Das OLG Köln (Urteil vom 28.07.2021 - 5 U 207/20) hat entschieden:

   Das Verhalten eines Kraftfahrzeugherstellers ist nicht bereits dann sittenwidrig (§ 826 BGB), wenn ein Fahrzeugtyp mit einer temperaturabhängigen Steuerung des Emissionskontrollsystems (Thermofenster) ausgestattet und in den Verkehr gebracht wurde; vielmehr müssen weitere Umstände hinzutreten, die das Verhalten als besonders verwerflich erscheinen lassen.

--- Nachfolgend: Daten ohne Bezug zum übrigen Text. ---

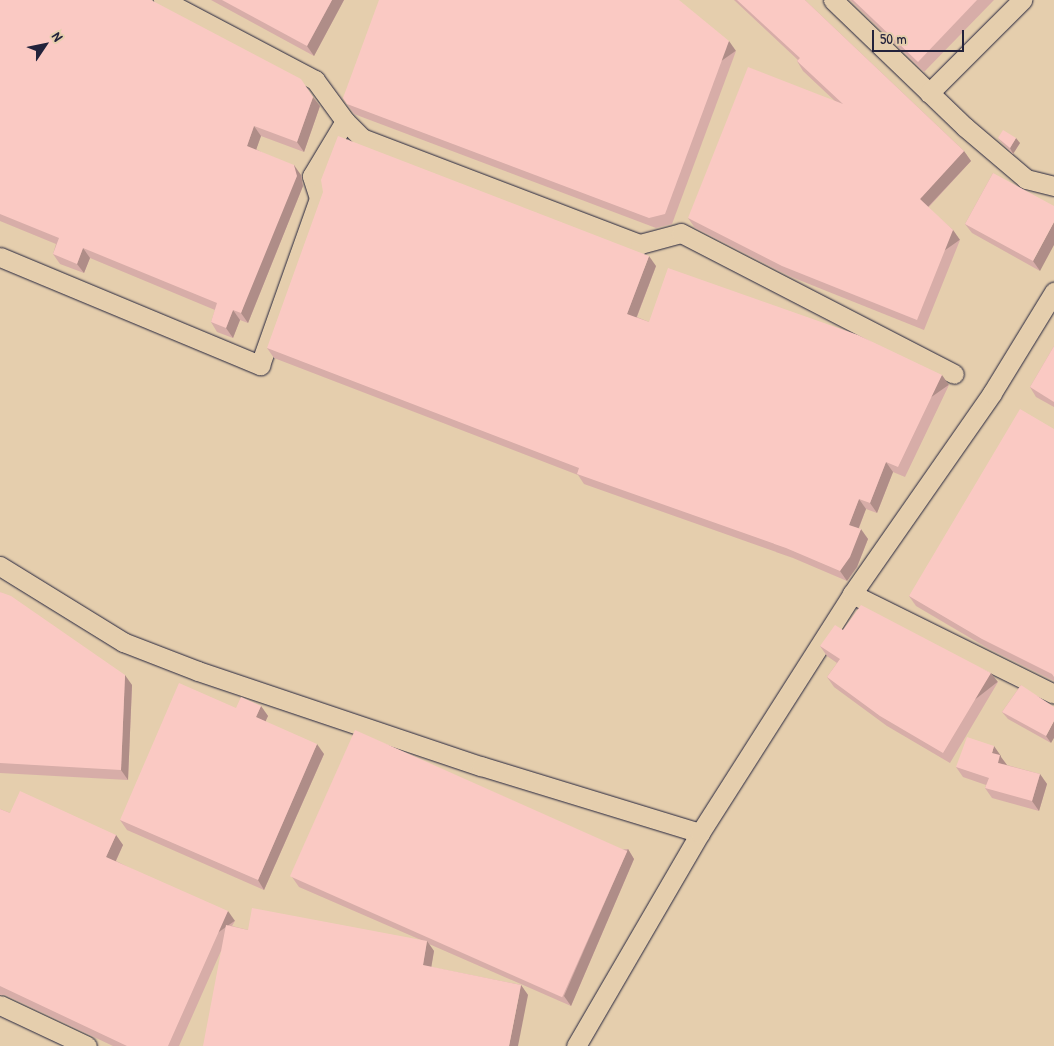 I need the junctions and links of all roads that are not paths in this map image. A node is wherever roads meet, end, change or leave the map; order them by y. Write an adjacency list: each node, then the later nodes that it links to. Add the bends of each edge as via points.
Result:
1 (163, 0): 5 (street, via 315,80)
2 (833, 0): 4 (street)
3 (1022, 0): 4 (street)
4 (929, 92): 6 (street, via 1026,179)
5 (345, 121): 7 (street, via 312,176 319,198 260,365); 9 (street, via 362,138 640,244 681,233)
6 (1054, 186)
7 (0, 257)
8 (1054, 292): 11 (street, via 992,393)
9 (954, 374)
10 (0, 566): 13 (street, via 123,642 198,671 481,766)
11 (852, 594): 12 (street); 13 (street)
12 (1054, 694)
13 (700, 833): 16 (street)
14 (0, 1005): 15 (street)
15 (87, 1046)
16 (576, 1046) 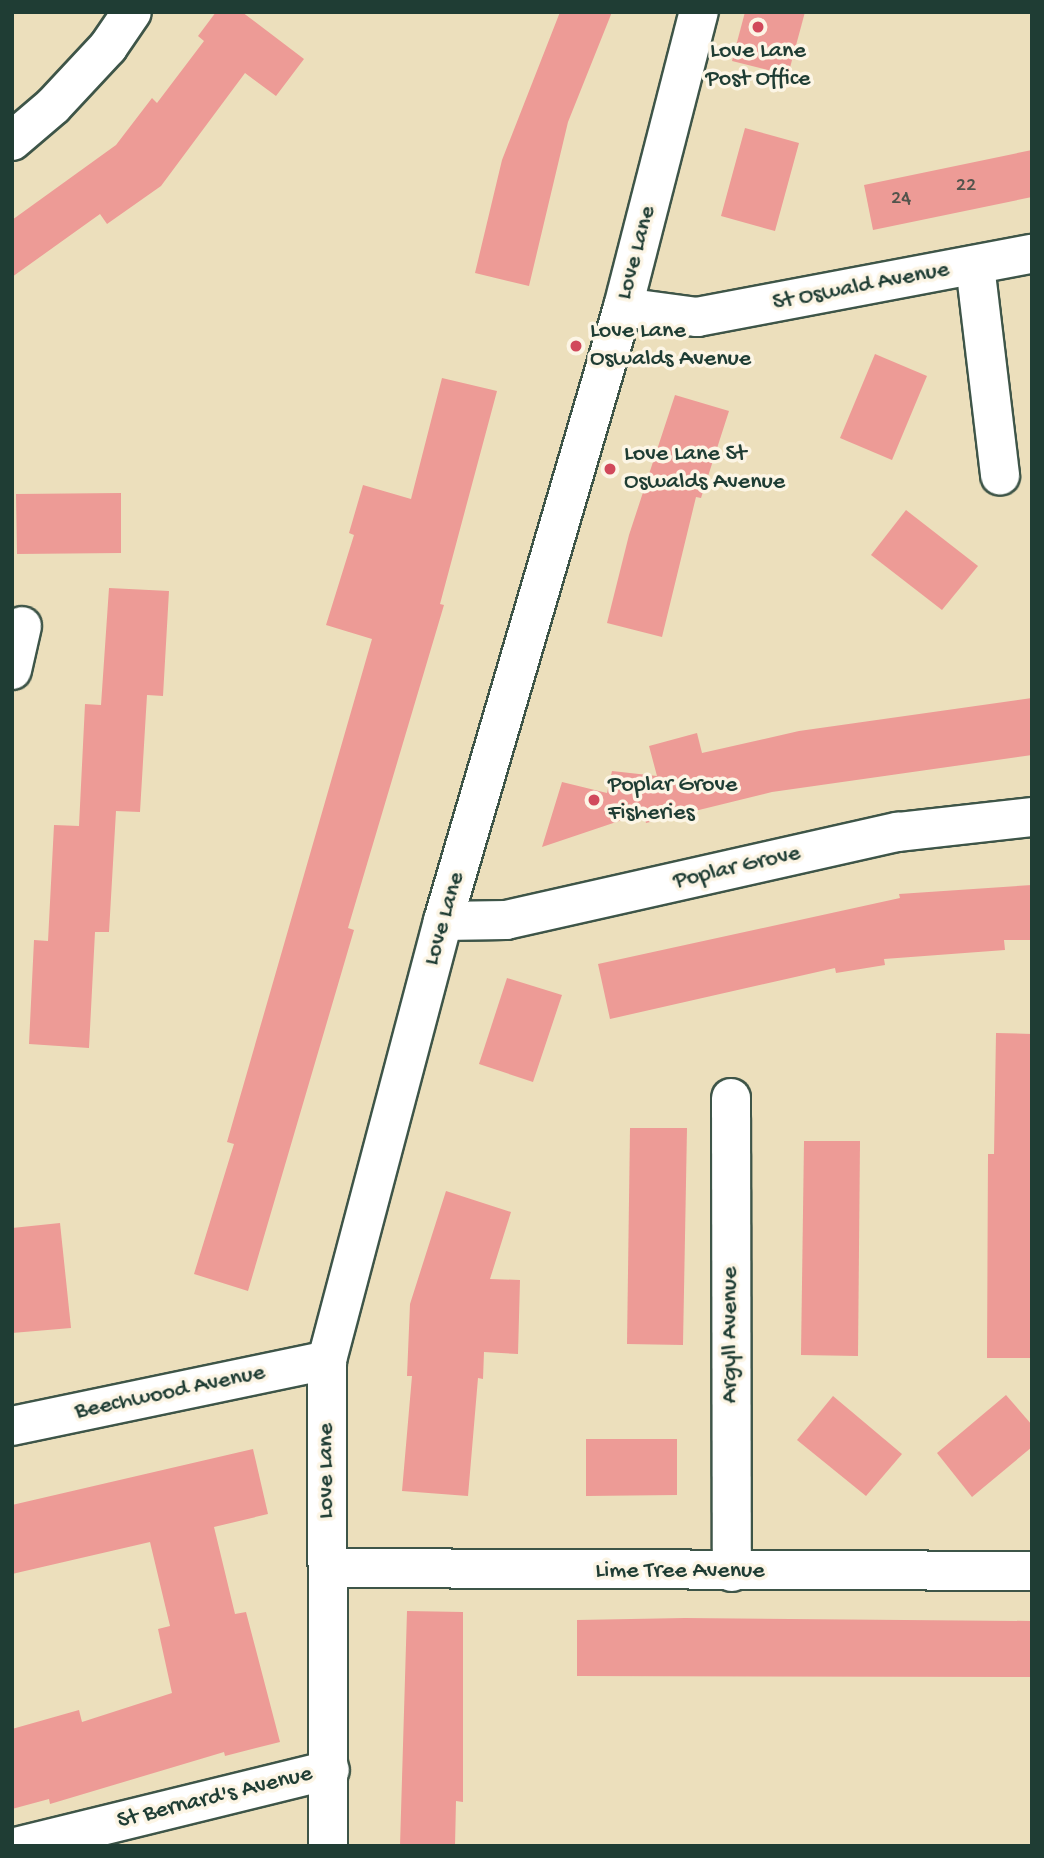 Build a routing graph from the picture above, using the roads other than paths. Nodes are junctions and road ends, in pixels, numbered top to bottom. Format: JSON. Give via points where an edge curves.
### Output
{"nodes":[{"id":1,"x":132,"y":12,"type":"edge"},
{"id":2,"x":699,"y":12,"type":"edge"},
{"id":3,"x":12,"y":141,"type":"edge"},
{"id":4,"x":1032,"y":254,"type":"edge"},
{"id":5,"x":975,"y":265,"type":"junction"},
{"id":6,"x":623,"y":307,"type":"junction"},
{"id":7,"x":1000,"y":476,"type":"dead end"},
{"id":8,"x":22,"y":626,"type":"dead end"},
{"id":9,"x":12,"y":670,"type":"edge"},
{"id":10,"x":1032,"y":817,"type":"edge"},
{"id":11,"x":443,"y":921,"type":"junction"},
{"id":12,"x":731,"y":1098,"type":"dead end"},
{"id":13,"x":327,"y":1360,"type":"junction"},
{"id":14,"x":12,"y":1426,"type":"edge"},
{"id":15,"x":328,"y":1568,"type":"junction"},
{"id":16,"x":1032,"y":1571,"type":"edge"},
{"id":17,"x":732,"y":1572,"type":"junction"},
{"id":18,"x":330,"y":1770,"type":"junction"},
{"id":19,"x":20,"y":1846,"type":"edge"},
{"id":20,"x":328,"y":1846,"type":"edge"}],
"edges":[{"from":1,"to":3,"type":"street","via":[[108,47],[53,106]]},
{"from":2,"to":6,"type":"street","name":"Love Lane"},
{"from":4,"to":5,"type":"street","name":"St Oswald Avenue"},
{"from":5,"to":6,"type":"street","name":"St Oswald Avenue","via":[[697,317]]},
{"from":5,"to":7,"type":"street","name":"St Oswald Avenue"},
{"from":6,"to":11,"type":"street","name":"Love Lane"},
{"from":8,"to":9,"type":"street"},
{"from":10,"to":11,"type":"street","name":"Poplar Grove","via":[[898,832],[506,920]]},
{"from":11,"to":13,"type":"street","name":"Love Lane"},
{"from":12,"to":17,"type":"street","name":"Argyll Avenue"},
{"from":13,"to":14,"type":"street","name":"Beechwood Avenue"},
{"from":13,"to":15,"type":"street","name":"Love Lane"},
{"from":15,"to":17,"type":"street","name":"Lime Tree Avenue"},
{"from":15,"to":18,"type":"street","name":"Love Lane"},
{"from":16,"to":17,"type":"street","name":"Lime Tree Avenue"},
{"from":18,"to":19,"type":"street","name":"St Bernard's Avenue"},
{"from":18,"to":20,"type":"street","name":"Love Lane"}]}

Neuer Vortrag zur Ausstattung eines Fahrzeugs mit einer Kühlmittel-Solltemperatur-Regelung, die eine unzulässige Abschalteinrichtung darstellen soll, ist im Berufungsverfahren wegen Verspätung gemäß § 531 Abs. 2 S. 1 Nr. 1 bis 3 ZPO nicht zuzulassen, wenn er in erster Instanz nicht schlüssig behauptet wurde.

(Orientierungssatz, nicht amtlich)

Siehe auch
Autokauf - Gewährleistung - Abschalteinrichtungen - Thermofenster
und
Autokauf - Abgasskandal - Sittenwidrigkeit
und
Rechtsprechung zum Themenkomplex „Schummelsoftware“ - Diesel-Abgasskandal
und
Erheblichkeit der Pflichtverletzung bei der „Schummelsoftware“
und
Autokauf - Schummelsoftware - Konzernzurechnung


Tenor:

Die Berufung des Klägers gegen das am 23.11.2020 verkündete Urteil der 1. Zivilkammer des Landgerichts Aachen - 1 O 138/20 - wird zurückgewiesen.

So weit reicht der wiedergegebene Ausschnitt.